Nifedipine is the other most common antihypertensive drug prescribed during pregnancy, and is a calcium channel blocker that reduces high BP more rapidly than methyldopa.20

Of note, there is a lack of randomized placebo‐controlled trials of antihypertensive agents in pregnancy that study the important maternal and fetal/neonatal outcomes. As a result, many data on antihypertensive use in pregnancy are derived from reviews and meta‐analyses of small retrospective studies. The majority of studies compare one antihypertensive with no treatment, thus comparative efficacy and safety data to guide choices between alternative antihypertensive agents are generally lacking.
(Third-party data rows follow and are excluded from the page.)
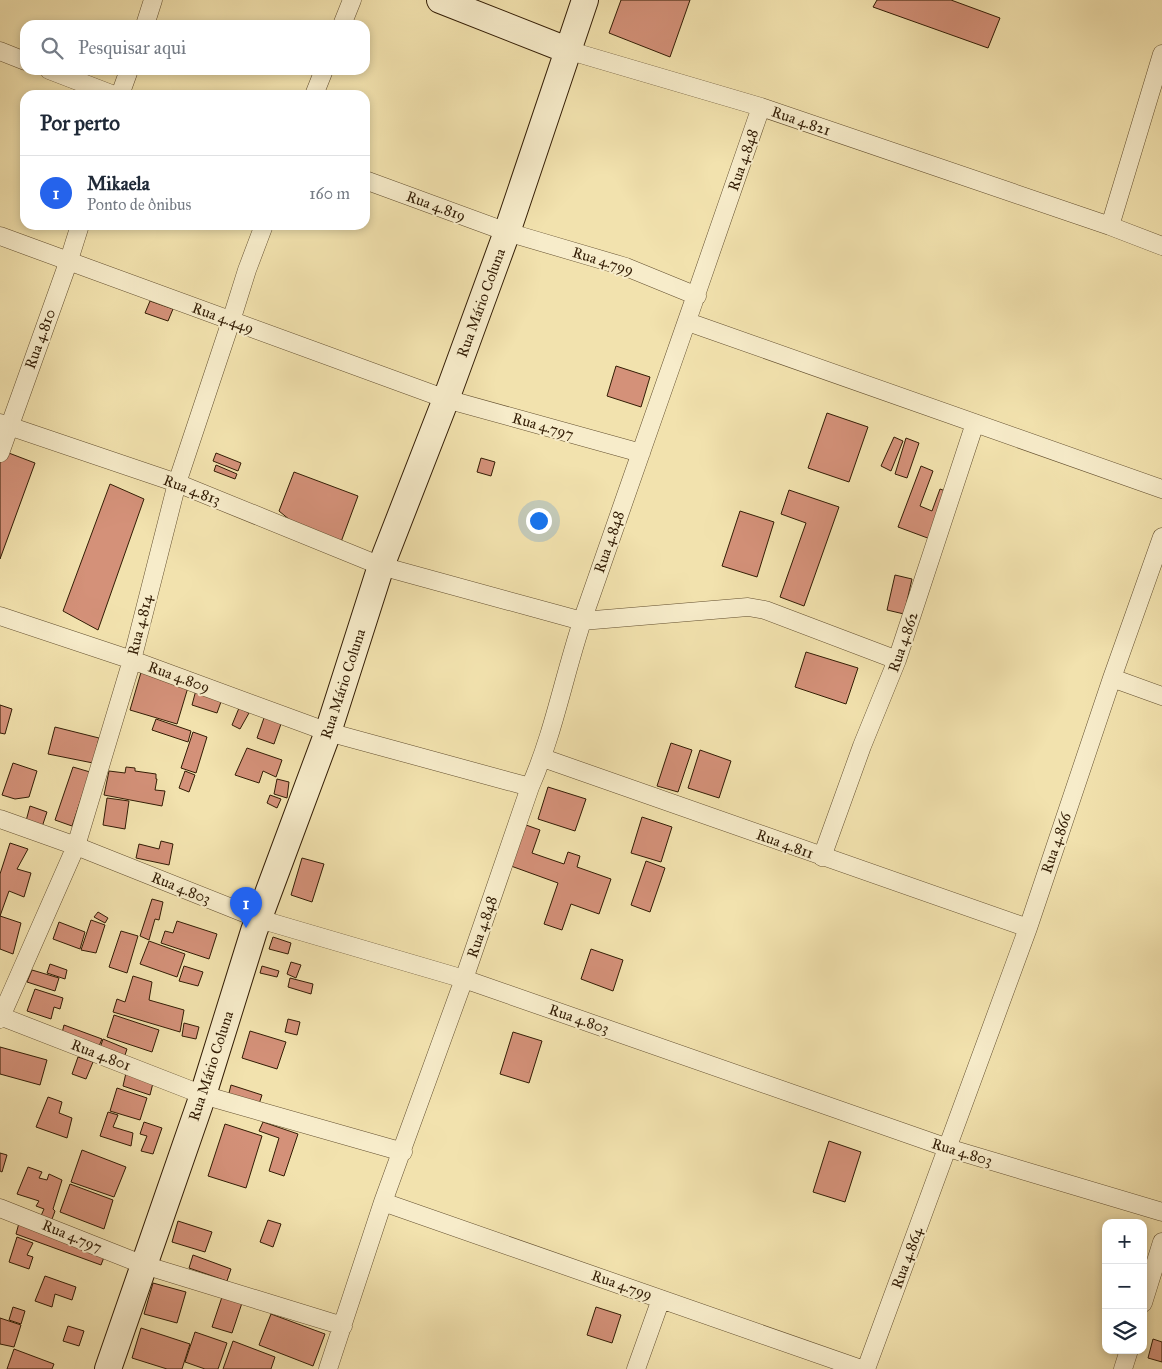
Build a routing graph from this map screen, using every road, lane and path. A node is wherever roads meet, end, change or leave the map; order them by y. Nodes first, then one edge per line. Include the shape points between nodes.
1 (153, 0) edge
2 (352, 0) edge
3 (440, 0) edge
4 (585, 0) edge
5 (146, 20) edge
6 (344, 20) edge
7 (567, 50) junction
8 (0, 51) edge
9 (20, 58) edge
10 (1161, 60) edge
11 (63, 75) edge
12 (127, 75) edge
13 (322, 75) edge
14 (101, 90) edge
15 (122, 90) edge
16 (316, 90) edge
17 (760, 108) junction
18 (370, 182) edge
19 (1110, 226) junction
20 (78, 230) edge
21 (262, 230) edge
22 (506, 232) junction
23 (0, 236) edge
24 (1162, 246) edge
25 (69, 260) junction
26 (697, 296) junction
27 (231, 321) junction
28 (688, 322) junction
29 (446, 398) junction
30 (975, 423) junction
31 (5, 424) edge
32 (0, 453) edge
33 (640, 453) junction
34 (177, 483) junction
35 (1162, 489) edge
36 (1162, 538) edge
37 (381, 566) junction
38 (0, 616) edge
39 (582, 621) junction
40 (132, 660) junction
41 (897, 660) junction
42 (1112, 678) junction
43 (1162, 696) edge
44 (328, 732) junction
45 (543, 758) junction
46 (530, 787) junction
47 (0, 819) edge
48 (76, 846) junction
49 (822, 857) junction
50 (259, 919) junction
51 (1028, 928) junction
52 (464, 979) junction
53 (1, 1017) edge
54 (203, 1095) junction
55 (948, 1148) junction
56 (403, 1152) junction
57 (383, 1202) junction
58 (0, 1208) edge
59 (1162, 1212) edge
60 (1162, 1242) edge
61 (144, 1265) junction
62 (1147, 1290) edge
63 (661, 1299) junction
64 (343, 1326) junction
65 (1128, 1354) edge
66 (108, 1369) edge
67 (328, 1369) edge
68 (636, 1369) edge
69 (861, 1369) edge
70 (866, 1369) edge
71 (1123, 1369) edge

1 - 5 street
2 - 6 street
3 - 7 main road, Rua 4.821
4 - 7 main road, Rua Mário Coluna
7 - 17 street, Rua 4.821
7 - 22 main road, Rua Mário Coluna
8 - 9 street
10 - 19 street
11 - 14 street
12 - 15 street
13 - 16 street
17 - 19 street, Rua 4.821
17 - 26 street, Rua 4.848
18 - 22 street, Rua 4.819
19 - 24 street, Rua 4.821
20 - 25 street, Rua 4.810
21 - 27 street, Rua 4.814
22 - 26 street, Rua 4.799 via 626,267
22 - 29 main road, Rua Mário Coluna
23 - 25 street, Rua 4.449
25 - 27 street, Rua 4.449
25 - 31 street, Rua 4.810
26 - 28 street, Rua 4.848
27 - 29 street, Rua 4.449
27 - 34 street, Rua 4.814
28 - 30 street
28 - 33 street, Rua 4.848
29 - 33 street, Rua 4.797
29 - 37 main road, Rua Mário Coluna
30 - 35 street
30 - 41 street, Rua 4.862
31 - 32 street, Rua 4.810
31 - 34 street, Rua 4.813
33 - 39 street, Rua 4.848
34 - 37 street, Rua 4.813
34 - 40 street, Rua 4.814
36 - 42 street, Rua 4.866
37 - 39 street, Rua 4.813
37 - 44 main road, Rua Mário Coluna
38 - 40 street, Rua 4.809
39 - 41 street, Rua 4.813 via 748,608 765,610
39 - 45 street, Rua 4.848
40 - 44 street, Rua 4.809
40 - 48 street, Rua 4.814
41 - 49 street, Rua 4.862
42 - 43 street
42 - 51 street, Rua 4.866
44 - 46 street, Rua 4.809
44 - 50 main road, Rua Mário Coluna
45 - 46 street, Rua 4.848
45 - 49 street, Rua 4.811
46 - 52 street, Rua 4.848
47 - 48 street, Rua 4.803
48 - 50 street, Rua 4.803
48 - 53 street, Rua 4.814
49 - 51 street, Rua 4.811
50 - 52 street, Rua 4.803
50 - 54 main road, Rua Mário Coluna
51 - 55 street, Rua 4.866
52 - 55 street, Rua 4.803
52 - 56 street, Rua 4.848
53 - 54 street, Rua 4.801
54 - 56 street, Rua 4.801
54 - 61 main road, Rua Mário Coluna
55 - 59 street, Rua 4.803
55 - 70 street, Rua 4.864
56 - 57 street, Rua 4.848
57 - 63 street, Rua 4.799
57 - 64 street, Rua 4.848
58 - 61 street, Rua 4.797
60 - 62 street
61 - 64 street, Rua 4.797
61 - 66 main road, Rua Mário Coluna
63 - 68 street
63 - 69 street, Rua 4.799
64 - 67 street, Rua 4.848
65 - 71 street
Even among those studies that compare agents head‐to‐head, allocation was generally not blinded, raising concerns for possible biases and confounding of data.21

In our study, both controlled BP and antihypertensive drug use seemed to be important predictors of positive maternal and fetal outcomes.
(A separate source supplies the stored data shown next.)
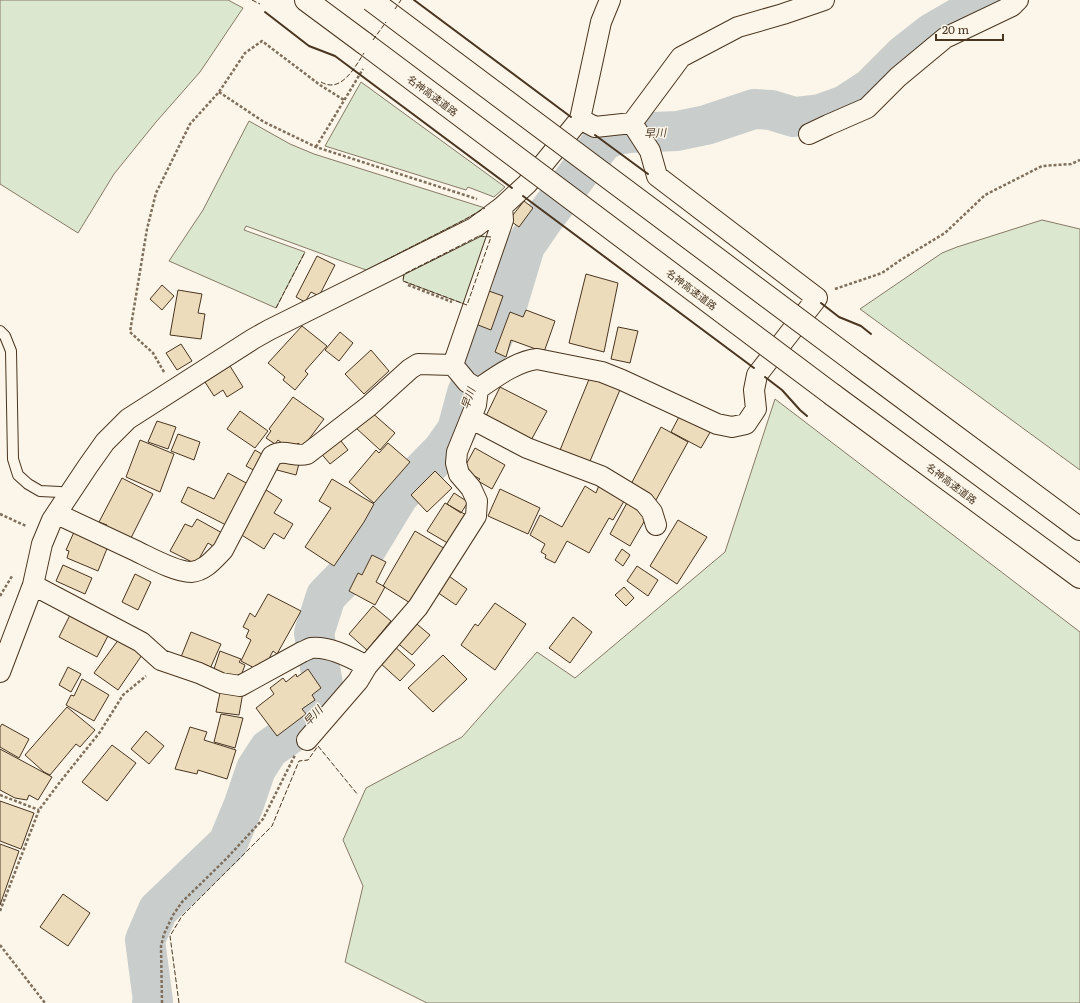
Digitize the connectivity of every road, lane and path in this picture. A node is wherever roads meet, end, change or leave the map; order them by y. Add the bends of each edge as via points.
1 (306, 0) edge
2 (371, 0) edge
3 (610, 0) edge
4 (824, 0) edge
5 (1018, 0) edge
6 (365, 53) junction
7 (219, 92) junction
8 (344, 100) junction
9 (580, 119) junction
10 (637, 130) junction
11 (809, 134) dead end
12 (316, 147) junction
13 (1080, 160) edge
14 (502, 207) junction
15 (388, 270) junction
16 (817, 298) junction
17 (472, 310) junction
18 (0, 331) edge
19 (453, 365) junction
20 (474, 386) junction
21 (175, 389) junction
22 (472, 419) junction
23 (68, 497) junction
24 (0, 514) edge
25 (57, 514) junction
26 (656, 525) dead end
27 (30, 528) dead end
28 (1080, 529) edge
29 (1080, 577) edge
30 (33, 585) junction
31 (161, 660) junction
32 (367, 666) junction
33 (0, 672) edge
34 (306, 740) joint
35 (0, 795) edge
36 (39, 810) junction
37 (0, 911) edge
38 (0, 945) edge
39 (45, 1003) edge
40 (162, 1003) edge

1 - 6 highway, 名神高速道路
2 - 28 highway, bridge
3 - 9 street via 601,22
4 - 10 street via 738,27 682,58
5 - 11 street via 1012,6 946,38 898,77 867,108
6 - 8 path
6 - 29 highway, 名神高速道路, bridge
7 - 8 path via 245,53 262,42
7 - 12 path via 264,122
7 - 21 path via 190,124 156,192 147,229 130,332 153,353
8 - 12 path
9 - 10 street via 595,127
9 - 14 street via 527,184
10 - 16 street via 650,151 657,176
12 - 14 path
13 - 16 path via 1070,164 1042,166 985,195 945,233 882,273 824,292
14 - 15 street via 474,228
14 - 17 street via 503,220
15 - 17 path via 393,279
15 - 21 street via 269,330
16 - 20 street via 757,375 754,390 756,409 746,424 732,427 717,424 602,372 536,359 528,360
17 - 19 street
18 - 23 lane via 11,351 13,459 18,474 40,491 60,492
19 - 20 street
19 - 25 street via 418,364 307,454 301,456 282,452 272,456 223,550 202,569 191,572 177,569
20 - 22 street via 476,405
21 - 23 street via 128,420 105,442
22 - 26 street via 527,448 601,476 644,502 652,512
22 - 32 street via 457,452 456,463 459,474 471,488 477,501 476,516 418,607
23 - 25 street
24 - 27 path
25 - 30 street via 42,544
30 - 31 street via 141,642
30 - 33 street
31 - 32 street via 220,683 240,686 302,652 317,649 338,652
31 - 36 path via 123,695 100,732
32 - 34 street via 358,681
34 - 40 path via 296,754 263,819 182,902 173,915 161,946
35 - 36 path
36 - 37 path
38 - 39 path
On the other hand, Ray and colleagues22 reported that the use of antihypertensive agents during pregnancy was strongly associated with negative fetal outcomes such as prematurity, admission to neonatal intensive care unit, small for gestational age, decreased birth weight, and preterm birth. However, the authors did not differentiate between types of medications, stating only that β‐blockers were the most common drugs prescribed in their study. β‐Blockers are not indicated as first‐line therapy by current guidelines for chronic treatment of hypertension in pregnancy5 and, consequently, they were rarely administered to our patients.
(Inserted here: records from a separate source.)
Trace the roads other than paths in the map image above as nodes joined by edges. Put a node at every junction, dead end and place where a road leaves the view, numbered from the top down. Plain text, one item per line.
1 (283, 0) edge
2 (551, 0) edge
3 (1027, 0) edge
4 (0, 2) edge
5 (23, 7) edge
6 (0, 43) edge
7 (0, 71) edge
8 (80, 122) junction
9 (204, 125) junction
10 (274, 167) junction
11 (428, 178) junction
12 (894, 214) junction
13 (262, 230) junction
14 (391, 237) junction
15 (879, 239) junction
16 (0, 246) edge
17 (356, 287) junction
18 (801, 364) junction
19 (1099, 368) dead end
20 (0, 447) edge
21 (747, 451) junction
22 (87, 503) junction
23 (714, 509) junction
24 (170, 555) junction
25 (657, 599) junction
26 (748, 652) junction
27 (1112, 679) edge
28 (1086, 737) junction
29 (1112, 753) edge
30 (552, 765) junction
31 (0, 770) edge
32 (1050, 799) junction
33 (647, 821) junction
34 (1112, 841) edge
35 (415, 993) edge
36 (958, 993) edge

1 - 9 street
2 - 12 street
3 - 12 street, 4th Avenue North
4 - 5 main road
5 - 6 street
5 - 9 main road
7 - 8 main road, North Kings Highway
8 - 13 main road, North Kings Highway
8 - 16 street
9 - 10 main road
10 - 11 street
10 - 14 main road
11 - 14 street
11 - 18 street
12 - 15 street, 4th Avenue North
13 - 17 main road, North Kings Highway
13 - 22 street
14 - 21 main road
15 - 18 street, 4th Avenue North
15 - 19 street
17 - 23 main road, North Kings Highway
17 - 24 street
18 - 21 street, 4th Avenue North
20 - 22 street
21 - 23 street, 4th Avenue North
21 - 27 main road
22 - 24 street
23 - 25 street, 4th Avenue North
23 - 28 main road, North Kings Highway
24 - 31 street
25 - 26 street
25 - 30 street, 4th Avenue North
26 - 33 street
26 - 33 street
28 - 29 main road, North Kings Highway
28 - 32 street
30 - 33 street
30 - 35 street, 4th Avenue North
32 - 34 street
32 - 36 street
Beyond drug treatment, among the other predictors of outcomes, it is important to stress the observation of the main role of baseline serum uric acid, a marker of systemic oxidative stress that is acquiring increased relevance in the assessment of cardiovascular disease risk during the last years, being associated with hypertension incidence and its clinical consequences.23, 24 More specifically, in pregnant women, it has been observed that serum uric acid could be an independent predictor of incident eclampsia25 and its severity,26 but also an early predictor of gestational hypertension.27

Study Limitations and Strengths

Our study has several limitations. First, it is not a randomized clinical trial; therefore, we cannot definitively conclude that one of the assumed antihypertensive drugs is more effective than others in preventing maternal and/or fetal complications. Moreover, the number of events in nonpreeclamptic women was relatively low, as is seen in other studies,22, 28 and negative outcomes were mostly recorded among preeclamptic patients. This, of course, has reduced the representativity of negative outcomes in the other considered patient groups. In addition, uteroplacental parameters were not systematically recorded; therefore, we did not systematically investigate the actions of the antihypertensive therapy on uteroplacental flow.

To the best of our knowledge, these are innovative data on the effect of antihypertensive therapy on maternal and fetal outcomes in patients not affected by severe hypertension. In fact, it is well‐known that severe hypertension in pregnancy is associated with worse mother and child outcome and require adequate treatment, while no conclusive data are available regarding moderate BP increase. In fact, a recent meta‐analysis of randomized clinical trials concluded that the use of antihypertensive treatment in women affected by mild to moderate hypertension during pregnancy could reduce the risk of developing severe hypertension by half, but its effect on maternal and children outcomes is not yet clear.29 Thus, our study could add some useful information to this field, being one of the largest studies carried out on a European patient sample in the setting of clinical practice and reflect a realistic picture of the current management of hypertension in pregnancy.

Conclusions

In a large cohort of pregnant women with nonsevere hypertension, antihypertensive drug therapy and delivery BP control had a very important role in defining maternal and fetal outcomes. Other predictors of outcomes were mother diagnosis of preeclampsia, pre‐pregnancy BMI, and serum uric acid.

Disclosures

The authors report no specific funding in relation to this research and no conflicts of interest to disclose.

J Clin Hypertens (Greenwich). 2015:777–782. DOI: 10.1111/jch.12614. © 2015 Wiley Periodicals, Inc.